Code of Openness (CPO) is an open initiative of prostep ivip under the patronage of the German Federal Ministry for Economic Affairs and Energy (German acronym: BMWi). The acronym CPO originally stands for the abbreviation of Code of PLM Openness.

Openness is a capability provided by an IT system, and it is characterized by interoperability, portability and extensibility. These capabilities are implemented using IT interfaces, standards and the IT architecture. All these are technical aspects of openness, Openness is also based on non-technical aspects, which are related to the partnership between the involved partners (IT customers, IT vendors and/or IT service providers). The development of the CPO was inspired by the spirit of a "code of conduct".

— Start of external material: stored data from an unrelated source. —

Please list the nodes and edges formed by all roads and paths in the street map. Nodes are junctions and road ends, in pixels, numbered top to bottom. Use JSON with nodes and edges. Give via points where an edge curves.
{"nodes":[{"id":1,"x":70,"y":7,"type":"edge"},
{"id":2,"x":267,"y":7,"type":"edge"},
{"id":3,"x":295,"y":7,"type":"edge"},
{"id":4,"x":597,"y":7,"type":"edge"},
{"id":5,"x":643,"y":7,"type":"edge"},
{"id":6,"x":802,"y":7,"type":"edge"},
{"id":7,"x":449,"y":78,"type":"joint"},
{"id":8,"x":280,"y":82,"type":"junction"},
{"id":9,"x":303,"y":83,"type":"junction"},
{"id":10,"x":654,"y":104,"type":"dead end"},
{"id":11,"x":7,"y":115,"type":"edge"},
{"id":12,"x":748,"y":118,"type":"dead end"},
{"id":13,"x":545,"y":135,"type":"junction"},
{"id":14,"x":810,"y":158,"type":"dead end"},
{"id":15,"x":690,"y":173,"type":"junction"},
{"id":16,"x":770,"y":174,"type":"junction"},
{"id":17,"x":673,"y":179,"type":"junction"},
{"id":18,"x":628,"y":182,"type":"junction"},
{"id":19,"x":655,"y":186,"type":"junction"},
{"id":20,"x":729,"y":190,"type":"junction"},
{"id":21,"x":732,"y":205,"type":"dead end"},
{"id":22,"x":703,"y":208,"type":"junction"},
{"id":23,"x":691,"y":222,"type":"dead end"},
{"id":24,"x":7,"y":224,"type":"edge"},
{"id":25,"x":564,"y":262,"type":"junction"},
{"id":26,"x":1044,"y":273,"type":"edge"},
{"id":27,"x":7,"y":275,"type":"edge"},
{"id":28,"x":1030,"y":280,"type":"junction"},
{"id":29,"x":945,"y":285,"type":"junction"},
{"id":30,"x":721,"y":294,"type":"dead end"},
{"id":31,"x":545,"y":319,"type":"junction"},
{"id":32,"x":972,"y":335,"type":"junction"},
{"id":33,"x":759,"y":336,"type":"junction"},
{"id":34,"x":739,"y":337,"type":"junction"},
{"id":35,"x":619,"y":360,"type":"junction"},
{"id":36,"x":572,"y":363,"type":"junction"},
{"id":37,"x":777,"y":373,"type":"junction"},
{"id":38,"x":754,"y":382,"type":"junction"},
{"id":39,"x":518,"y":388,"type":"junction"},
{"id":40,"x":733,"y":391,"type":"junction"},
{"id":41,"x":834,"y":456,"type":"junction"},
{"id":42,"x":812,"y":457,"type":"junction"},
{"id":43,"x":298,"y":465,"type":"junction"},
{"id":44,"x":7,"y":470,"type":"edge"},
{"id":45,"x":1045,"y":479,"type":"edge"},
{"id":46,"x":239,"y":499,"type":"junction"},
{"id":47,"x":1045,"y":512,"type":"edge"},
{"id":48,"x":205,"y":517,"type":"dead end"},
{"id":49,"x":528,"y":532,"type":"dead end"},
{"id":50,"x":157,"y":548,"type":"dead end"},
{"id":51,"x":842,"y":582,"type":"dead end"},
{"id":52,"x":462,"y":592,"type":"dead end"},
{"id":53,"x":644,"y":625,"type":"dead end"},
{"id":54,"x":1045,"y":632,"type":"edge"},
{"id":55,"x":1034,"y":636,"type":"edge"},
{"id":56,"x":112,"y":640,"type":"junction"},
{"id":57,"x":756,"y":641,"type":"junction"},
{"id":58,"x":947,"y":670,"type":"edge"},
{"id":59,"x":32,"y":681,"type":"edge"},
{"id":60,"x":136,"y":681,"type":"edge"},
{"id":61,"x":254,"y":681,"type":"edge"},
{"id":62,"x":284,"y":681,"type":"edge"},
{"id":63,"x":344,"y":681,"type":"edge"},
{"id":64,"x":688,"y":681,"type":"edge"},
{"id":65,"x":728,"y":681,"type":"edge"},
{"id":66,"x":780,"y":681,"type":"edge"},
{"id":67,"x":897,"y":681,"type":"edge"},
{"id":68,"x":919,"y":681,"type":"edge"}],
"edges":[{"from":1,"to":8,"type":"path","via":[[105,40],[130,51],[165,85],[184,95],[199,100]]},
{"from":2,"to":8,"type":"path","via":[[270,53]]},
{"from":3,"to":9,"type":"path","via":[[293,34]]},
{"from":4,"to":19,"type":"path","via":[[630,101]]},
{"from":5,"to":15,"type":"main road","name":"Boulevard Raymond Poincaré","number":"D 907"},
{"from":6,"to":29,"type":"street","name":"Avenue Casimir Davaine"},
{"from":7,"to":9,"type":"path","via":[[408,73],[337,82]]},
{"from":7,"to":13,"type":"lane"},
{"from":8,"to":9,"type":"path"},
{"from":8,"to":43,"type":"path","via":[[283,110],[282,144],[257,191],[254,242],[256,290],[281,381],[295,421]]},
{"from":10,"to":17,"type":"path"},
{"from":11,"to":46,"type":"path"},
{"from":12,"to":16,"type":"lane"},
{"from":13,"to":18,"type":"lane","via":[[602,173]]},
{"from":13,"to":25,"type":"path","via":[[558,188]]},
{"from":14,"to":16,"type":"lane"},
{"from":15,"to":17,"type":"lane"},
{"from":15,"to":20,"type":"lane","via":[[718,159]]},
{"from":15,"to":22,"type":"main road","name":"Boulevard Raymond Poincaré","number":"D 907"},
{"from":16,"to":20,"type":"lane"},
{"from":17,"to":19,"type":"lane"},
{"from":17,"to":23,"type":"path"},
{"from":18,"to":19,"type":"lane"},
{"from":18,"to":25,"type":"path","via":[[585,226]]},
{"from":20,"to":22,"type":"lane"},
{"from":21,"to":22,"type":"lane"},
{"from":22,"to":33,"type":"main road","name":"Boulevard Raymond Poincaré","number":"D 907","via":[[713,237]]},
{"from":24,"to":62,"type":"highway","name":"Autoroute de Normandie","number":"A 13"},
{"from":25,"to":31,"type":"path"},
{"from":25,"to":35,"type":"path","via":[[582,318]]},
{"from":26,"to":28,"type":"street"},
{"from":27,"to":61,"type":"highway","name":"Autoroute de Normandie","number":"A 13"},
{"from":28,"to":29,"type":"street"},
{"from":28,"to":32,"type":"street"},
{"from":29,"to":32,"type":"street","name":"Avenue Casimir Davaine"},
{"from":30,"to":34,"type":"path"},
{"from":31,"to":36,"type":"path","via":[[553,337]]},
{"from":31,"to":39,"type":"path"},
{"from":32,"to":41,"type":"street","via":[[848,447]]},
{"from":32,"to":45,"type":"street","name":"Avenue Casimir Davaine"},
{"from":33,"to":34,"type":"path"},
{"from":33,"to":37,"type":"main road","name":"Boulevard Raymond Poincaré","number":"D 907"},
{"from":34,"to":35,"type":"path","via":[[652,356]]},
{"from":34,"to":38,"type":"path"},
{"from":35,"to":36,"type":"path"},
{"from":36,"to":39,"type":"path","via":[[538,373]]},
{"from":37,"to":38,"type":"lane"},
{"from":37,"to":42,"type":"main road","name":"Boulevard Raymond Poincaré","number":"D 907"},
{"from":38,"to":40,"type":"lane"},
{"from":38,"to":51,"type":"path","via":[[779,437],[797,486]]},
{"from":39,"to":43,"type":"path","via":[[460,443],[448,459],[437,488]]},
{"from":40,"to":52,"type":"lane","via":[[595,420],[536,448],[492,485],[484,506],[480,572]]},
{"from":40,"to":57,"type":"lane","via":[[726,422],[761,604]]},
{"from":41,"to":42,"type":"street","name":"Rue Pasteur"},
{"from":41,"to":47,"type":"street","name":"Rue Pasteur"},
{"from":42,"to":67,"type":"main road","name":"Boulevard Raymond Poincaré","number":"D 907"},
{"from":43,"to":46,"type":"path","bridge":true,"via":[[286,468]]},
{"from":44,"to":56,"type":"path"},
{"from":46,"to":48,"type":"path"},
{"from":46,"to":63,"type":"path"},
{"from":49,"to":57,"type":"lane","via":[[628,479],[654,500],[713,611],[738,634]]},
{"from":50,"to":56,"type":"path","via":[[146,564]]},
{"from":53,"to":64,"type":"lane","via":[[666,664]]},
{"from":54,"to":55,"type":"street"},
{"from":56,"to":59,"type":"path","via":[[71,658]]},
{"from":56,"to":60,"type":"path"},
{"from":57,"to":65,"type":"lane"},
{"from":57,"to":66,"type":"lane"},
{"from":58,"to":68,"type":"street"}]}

Thereby, the CPO goes far beyond the requirement to provide IT standards and related interfaces. It aims seamless connectivity and the easy integration of IT in networked IT-environments and therefore combines technological IT-requirements with those of IT customer and users. CPO a standard catalogue that defines measurable criteria (‘shall’, ‘should’, ‘may’) for the following categories: interoperability, infrastructure, extensibility, interfaces, standards, architecture as well as partnership.

== History ==
From July 2011 to February 2012 representatives of BMW, Daimler, Dassault Systèmes, IBM, Oracle, PTC, SAP, Siemens PLM Software, T-Systems and Volkswagen specified the first version of the CPO, which was publicly introduced by the CIO of BMW and Continental at a conference within the context of the CeBIT 2012.

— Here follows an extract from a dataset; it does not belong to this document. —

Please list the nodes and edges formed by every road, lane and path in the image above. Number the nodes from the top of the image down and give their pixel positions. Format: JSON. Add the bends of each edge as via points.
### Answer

In 2012 and 2013 the CPO was continuously enhanced. Since 2014 the internationalization as well as the industrial roll-out was driven forward actively. Companies including Airbus, Ford, Fuji Heavy Industries, Hino, Honda, Isuzu, Mazda, Mitsubishi, Nissan, Suzuki, ThyssenKrupp, Toyota, Volvo and Yamaha joined the initiative.

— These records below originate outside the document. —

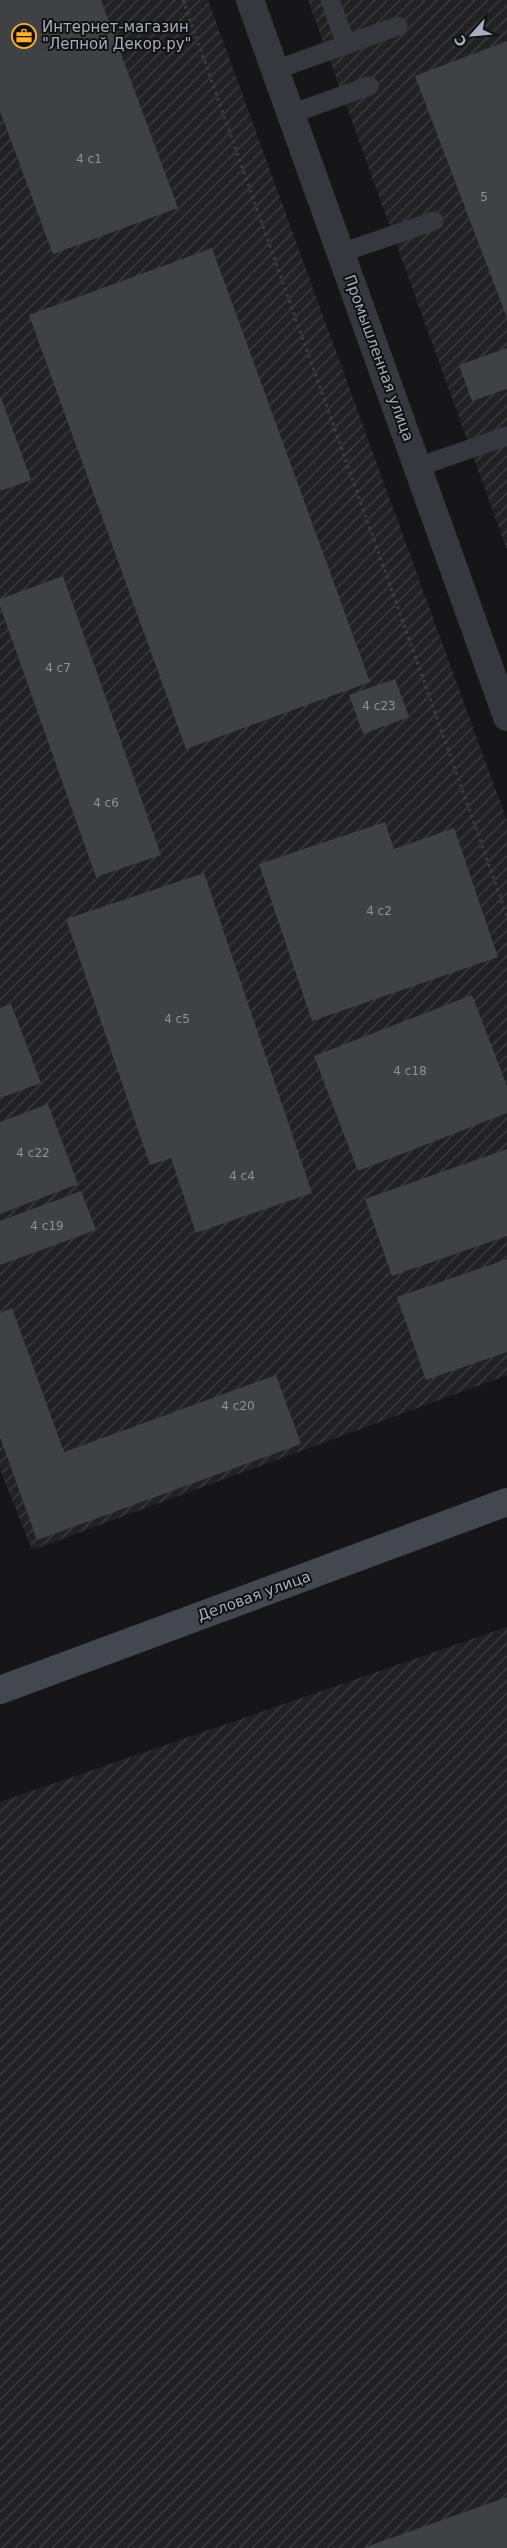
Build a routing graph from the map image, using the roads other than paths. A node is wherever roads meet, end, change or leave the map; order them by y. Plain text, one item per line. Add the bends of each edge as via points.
1 (250, 0) edge
2 (330, 0) edge
3 (398, 26) dead end
4 (346, 44) junction
5 (275, 70) junction
6 (368, 86) dead end
7 (291, 114) junction
8 (434, 221) dead end
9 (341, 253) junction
10 (507, 436) edge
11 (418, 468) junction
12 (507, 716) edge
13 (507, 1502) edge
14 (0, 1690) edge

1 - 5 street, Промышленная улица
2 - 4 lane
3 - 4 lane
4 - 5 lane
5 - 7 street, Промышленная улица
6 - 7 lane
7 - 9 street, Промышленная улица
8 - 9 lane
9 - 11 street, Промышленная улица
10 - 11 lane
11 - 12 street, Промышленная улица
13 - 14 street, Деловая улица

Within the following, it became more and more clear that the CPO Criteria do not only serve the original target PLM, but also for assuring openness in IoT scenarios. Consequently, in April 2016 the German Minister for Economic Affairs and Energy, Sigmar Gabriel, declared the patronage of the BMWi for the CPO: "The German industry relies on the fact, that smart products and services can be offered and applied globally. With regard to this, interoperability is the key. A certification assures trust with regard to the broad application of information and communication technology (ICT), removes technological barriers and boosts the power of the German economy."

== Certification ==
Together with the BMWi prostep ivip currently specifies the CPO-related certification procedure. Pilot-certifications have been conducted in 2017. Companies like CONWEAVER, HCL, PROSTEP, PTC and Siemens PLM were the first who received this certificate. In parallel, an accredited certification program is worked out together with the DAkkS. Additionally, related next steps on EU-level and in Japan (together with the METI) are planned.

== Publications ==
The CPO, Guidelines with hints and interpretation help, templates and the CPO annual report are published via the CPO-site of ProSTEP iViP. The CPO itself and associated certification criteria will be published as DIN SPEC 91372. The first part, DIN SPEC 91372-1:2018-03, is already available.